Start of Available data

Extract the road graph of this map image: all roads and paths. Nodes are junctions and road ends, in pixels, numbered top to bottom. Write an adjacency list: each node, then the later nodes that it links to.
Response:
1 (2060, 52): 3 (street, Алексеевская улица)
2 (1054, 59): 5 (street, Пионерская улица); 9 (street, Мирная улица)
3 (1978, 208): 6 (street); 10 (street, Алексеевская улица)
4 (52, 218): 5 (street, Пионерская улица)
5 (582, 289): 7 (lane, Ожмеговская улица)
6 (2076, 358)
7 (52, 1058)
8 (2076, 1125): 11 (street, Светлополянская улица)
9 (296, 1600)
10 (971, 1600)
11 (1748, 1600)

End of Available data

◆ What is being asked: Reproduce the data above in full, with no line missing.

◆ Task answer:
Extract the road graph of this map image: all roads and paths. Nodes are junctions and road ends, in pixels, numbered top to bottom. Write an adjacency list: each node, then the later nodes that it links to.
Response:
1 (2060, 52): 3 (street, Алексеевская улица)
2 (1054, 59): 5 (street, Пионерская улица); 9 (street, Мирная улица)
3 (1978, 208): 6 (street); 10 (street, Алексеевская улица)
4 (52, 218): 5 (street, Пионерская улица)
5 (582, 289): 7 (lane, Ожмеговская улица)
6 (2076, 358)
7 (52, 1058)
8 (2076, 1125): 11 (street, Светлополянская улица)
9 (296, 1600)
10 (971, 1600)
11 (1748, 1600)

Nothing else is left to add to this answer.